Io credo che Thomas Ceccon, che ha fatto un pisolino su un prato di Parigi prontamente fotografato e rilanciato da giornali che hanno spiegato che, orrore e raccapriccio, le Olimpiadi francesi hanno lasciato gli atleti senz’aria condizionata, io credo che Ceccon ostaggio della sindachessa ecologista di Parigi si sia sacrificato per noi.

Per P., che ha preso un aereo qualunque perché l’overturismo non sarà mai peggio dell’aria condizionata rotta a casa tua; per D., che da settimane mi fa quotidiani bollettini sulla più importante lezione filosofica appresa quest’estate; per L., che ha tardato a chiamare e si è arresa ad andare in campagna per non morire d’umidità; per me, che quest’estate di lezioni filosofiche ne ho apprese ben due. Thomas si è steso lì per sensibilizzare l’opinione pubblica alla sofferenza di tutti noi, ostaggio dell’assistenza Daikin.

Ostaggio dell’assistenza Daikin o del comune di Milano: nelle stazioni del metrò si muore di caldo, un’amica mi ha spiegato che è perché Sala ha come modello la sindachessa di Parigi, e io ho detto ma sui vagoni c’è, e lei ha risposto con amarezza «finché dura». Una catena di affetti, una catena di ostaggi: e se non fosse ecologismo, se fosse che anche Sala non riesce a far riparare i Daikin?

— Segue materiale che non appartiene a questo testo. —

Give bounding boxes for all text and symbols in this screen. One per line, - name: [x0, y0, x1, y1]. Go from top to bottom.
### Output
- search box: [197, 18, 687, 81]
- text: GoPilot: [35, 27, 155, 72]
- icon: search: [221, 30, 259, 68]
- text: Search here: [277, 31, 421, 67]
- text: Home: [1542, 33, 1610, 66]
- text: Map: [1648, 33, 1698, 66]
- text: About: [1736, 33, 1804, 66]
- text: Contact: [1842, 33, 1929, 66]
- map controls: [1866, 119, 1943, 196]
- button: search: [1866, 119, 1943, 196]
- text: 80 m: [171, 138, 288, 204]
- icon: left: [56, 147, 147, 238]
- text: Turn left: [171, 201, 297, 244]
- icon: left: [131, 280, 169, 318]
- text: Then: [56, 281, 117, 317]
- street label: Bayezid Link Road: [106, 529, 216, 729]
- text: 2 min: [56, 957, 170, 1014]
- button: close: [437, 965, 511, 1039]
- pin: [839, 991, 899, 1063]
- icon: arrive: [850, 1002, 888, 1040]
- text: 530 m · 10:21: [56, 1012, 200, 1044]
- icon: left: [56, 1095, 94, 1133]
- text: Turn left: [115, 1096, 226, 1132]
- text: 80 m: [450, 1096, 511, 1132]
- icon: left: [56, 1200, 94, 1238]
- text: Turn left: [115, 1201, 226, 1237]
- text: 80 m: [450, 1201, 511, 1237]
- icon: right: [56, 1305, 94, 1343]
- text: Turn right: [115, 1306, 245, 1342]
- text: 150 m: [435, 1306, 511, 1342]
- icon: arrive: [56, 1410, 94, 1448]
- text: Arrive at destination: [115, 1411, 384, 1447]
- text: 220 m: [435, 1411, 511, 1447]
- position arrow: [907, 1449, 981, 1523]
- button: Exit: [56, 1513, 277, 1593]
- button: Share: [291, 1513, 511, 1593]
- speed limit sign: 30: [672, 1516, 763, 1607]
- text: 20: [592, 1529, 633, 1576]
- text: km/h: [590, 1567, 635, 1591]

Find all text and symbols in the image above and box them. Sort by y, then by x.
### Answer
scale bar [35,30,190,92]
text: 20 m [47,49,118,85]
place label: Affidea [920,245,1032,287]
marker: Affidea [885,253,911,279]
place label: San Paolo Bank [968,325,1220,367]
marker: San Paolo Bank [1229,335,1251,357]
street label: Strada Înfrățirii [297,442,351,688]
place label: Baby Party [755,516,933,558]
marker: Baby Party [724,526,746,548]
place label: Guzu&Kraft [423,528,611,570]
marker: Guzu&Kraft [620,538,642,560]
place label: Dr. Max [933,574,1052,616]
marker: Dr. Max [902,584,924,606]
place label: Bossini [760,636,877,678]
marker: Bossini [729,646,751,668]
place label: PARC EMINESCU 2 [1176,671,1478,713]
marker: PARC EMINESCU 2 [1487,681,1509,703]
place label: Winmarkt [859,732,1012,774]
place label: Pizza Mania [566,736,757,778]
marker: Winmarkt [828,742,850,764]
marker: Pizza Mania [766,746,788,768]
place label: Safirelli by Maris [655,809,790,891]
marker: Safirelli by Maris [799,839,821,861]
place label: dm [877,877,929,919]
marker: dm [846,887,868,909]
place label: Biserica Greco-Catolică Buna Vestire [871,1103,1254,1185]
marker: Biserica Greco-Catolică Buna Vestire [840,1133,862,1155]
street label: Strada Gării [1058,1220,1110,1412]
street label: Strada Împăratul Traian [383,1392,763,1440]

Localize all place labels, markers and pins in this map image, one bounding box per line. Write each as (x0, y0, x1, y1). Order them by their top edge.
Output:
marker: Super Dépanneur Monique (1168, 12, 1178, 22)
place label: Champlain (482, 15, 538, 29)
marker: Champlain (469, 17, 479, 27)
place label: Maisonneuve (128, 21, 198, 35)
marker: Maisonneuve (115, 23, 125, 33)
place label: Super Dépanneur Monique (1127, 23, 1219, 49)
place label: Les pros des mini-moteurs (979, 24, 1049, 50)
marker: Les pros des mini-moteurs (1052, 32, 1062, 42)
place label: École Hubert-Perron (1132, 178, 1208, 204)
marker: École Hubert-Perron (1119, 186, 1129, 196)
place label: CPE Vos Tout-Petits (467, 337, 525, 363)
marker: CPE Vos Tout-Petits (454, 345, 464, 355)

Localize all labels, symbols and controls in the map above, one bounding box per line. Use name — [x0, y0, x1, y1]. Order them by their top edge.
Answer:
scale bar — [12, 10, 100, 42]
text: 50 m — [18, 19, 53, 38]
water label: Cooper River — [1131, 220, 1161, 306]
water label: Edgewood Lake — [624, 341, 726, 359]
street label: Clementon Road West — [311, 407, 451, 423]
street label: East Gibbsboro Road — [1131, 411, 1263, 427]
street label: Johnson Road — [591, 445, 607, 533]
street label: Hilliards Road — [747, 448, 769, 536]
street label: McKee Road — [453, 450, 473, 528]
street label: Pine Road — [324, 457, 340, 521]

E se persino la Hidalgo avesse lo stesso problema? I francesi hanno persino meno voglia di lavorare degli italiani, vuoi che a Parigi gli sportivi non siano ostaggio della Daikin almeno quanto noialtri?

Una lezione filosofica che avevo già imparato molte estati fa è che è inutile prendersela con l’assistenza delle grandi aziende, giacché l’assistenza mica la fanno loro: la appaltano all’esterno. E quindi, ecco la lezione: deve dirti culo. Deve capitarti in sorte l’appalto dato a quelli che sanno lavorare. Cosa saranno, un uno per cento della popolazione? Figurarsi.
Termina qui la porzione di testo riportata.